Top of Supplied material

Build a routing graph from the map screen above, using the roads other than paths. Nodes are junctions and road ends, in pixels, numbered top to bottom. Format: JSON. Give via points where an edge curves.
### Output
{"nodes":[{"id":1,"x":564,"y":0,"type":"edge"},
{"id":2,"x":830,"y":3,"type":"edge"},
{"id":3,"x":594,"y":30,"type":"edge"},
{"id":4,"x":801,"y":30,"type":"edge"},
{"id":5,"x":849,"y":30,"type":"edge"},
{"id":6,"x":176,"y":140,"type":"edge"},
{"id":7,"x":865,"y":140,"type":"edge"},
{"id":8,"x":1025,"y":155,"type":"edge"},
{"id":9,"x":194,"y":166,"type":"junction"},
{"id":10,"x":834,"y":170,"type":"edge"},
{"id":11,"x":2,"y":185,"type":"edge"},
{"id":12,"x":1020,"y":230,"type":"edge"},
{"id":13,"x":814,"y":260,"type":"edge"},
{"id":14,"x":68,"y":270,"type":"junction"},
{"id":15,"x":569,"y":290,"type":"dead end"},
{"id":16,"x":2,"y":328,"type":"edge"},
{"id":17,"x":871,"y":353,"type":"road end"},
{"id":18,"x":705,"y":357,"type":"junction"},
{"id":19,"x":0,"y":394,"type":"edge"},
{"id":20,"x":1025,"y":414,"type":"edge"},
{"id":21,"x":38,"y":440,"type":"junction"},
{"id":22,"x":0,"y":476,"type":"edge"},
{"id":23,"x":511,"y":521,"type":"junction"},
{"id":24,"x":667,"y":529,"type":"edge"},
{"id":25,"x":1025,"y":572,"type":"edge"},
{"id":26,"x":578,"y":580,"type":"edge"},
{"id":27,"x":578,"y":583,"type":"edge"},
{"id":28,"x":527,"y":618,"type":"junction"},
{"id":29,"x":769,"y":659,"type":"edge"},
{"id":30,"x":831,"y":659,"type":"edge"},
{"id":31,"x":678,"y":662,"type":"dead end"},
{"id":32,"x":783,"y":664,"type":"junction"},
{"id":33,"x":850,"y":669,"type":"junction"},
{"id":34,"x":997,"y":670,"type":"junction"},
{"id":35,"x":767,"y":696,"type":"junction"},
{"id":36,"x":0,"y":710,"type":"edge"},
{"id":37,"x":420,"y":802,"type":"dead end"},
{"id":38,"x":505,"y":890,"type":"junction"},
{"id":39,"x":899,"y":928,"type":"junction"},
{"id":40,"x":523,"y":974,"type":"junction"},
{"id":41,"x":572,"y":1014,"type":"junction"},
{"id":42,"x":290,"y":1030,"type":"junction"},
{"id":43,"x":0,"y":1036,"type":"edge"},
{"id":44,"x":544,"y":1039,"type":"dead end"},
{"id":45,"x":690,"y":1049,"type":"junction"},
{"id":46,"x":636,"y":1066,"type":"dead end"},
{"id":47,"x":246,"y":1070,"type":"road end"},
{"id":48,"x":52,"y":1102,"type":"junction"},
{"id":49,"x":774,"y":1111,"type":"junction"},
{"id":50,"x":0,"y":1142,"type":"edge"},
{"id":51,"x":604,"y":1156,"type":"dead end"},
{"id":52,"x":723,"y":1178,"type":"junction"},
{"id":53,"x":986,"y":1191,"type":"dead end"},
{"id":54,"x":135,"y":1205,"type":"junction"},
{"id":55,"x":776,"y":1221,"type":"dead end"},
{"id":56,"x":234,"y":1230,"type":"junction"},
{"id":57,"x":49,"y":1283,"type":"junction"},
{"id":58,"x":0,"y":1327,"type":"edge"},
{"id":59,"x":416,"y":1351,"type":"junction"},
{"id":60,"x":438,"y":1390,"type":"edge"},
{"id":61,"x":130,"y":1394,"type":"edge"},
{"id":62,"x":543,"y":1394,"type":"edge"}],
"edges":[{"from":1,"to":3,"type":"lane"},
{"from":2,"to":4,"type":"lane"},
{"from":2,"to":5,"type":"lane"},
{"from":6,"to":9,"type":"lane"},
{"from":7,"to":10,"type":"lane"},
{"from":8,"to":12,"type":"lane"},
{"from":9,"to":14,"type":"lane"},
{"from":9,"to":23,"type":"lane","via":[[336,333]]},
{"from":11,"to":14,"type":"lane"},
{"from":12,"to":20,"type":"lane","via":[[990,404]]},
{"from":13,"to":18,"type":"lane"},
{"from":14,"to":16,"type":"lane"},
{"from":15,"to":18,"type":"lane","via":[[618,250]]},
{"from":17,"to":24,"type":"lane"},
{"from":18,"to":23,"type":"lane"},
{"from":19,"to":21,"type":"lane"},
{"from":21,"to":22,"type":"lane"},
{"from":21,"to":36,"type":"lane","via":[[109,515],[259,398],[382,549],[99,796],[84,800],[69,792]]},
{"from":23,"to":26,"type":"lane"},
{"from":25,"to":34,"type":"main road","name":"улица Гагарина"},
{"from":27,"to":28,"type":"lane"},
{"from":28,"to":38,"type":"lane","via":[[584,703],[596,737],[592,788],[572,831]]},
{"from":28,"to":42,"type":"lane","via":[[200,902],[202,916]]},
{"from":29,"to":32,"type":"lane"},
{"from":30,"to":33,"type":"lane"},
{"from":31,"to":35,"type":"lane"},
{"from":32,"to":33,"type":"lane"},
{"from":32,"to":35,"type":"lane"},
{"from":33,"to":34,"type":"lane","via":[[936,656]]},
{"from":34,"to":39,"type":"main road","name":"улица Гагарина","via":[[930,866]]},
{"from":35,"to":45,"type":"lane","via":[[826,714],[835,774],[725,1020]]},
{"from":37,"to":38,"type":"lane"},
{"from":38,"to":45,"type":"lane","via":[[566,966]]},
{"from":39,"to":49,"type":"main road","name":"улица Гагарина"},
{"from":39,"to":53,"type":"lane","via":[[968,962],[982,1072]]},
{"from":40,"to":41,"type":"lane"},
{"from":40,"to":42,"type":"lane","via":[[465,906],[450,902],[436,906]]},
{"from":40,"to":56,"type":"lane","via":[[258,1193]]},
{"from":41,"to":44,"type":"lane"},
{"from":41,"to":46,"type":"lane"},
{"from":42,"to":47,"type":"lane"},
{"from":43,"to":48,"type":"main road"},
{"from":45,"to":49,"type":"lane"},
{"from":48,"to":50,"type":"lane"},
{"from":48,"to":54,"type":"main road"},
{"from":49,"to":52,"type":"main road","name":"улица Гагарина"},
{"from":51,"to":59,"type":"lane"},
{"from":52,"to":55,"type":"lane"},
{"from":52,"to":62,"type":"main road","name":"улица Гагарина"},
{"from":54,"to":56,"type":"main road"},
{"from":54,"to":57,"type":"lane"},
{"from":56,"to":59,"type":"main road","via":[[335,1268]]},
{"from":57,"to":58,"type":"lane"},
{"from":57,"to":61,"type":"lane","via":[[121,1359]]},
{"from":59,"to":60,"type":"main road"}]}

Bottom of Supplied material

Out of the preceding entries, pull every line containing the string "Гагарина".

{"from":25,"to":34,"type":"main road","name":"улица Гагарина"},
{"from":34,"to":39,"type":"main road","name":"улица Гагарина","via":[[930,866]]},
{"from":39,"to":49,"type":"main road","name":"улица Гагарина"},
{"from":49,"to":52,"type":"main road","name":"улица Гагарина"},
{"from":52,"to":62,"type":"main road","name":"улица Гагарина"},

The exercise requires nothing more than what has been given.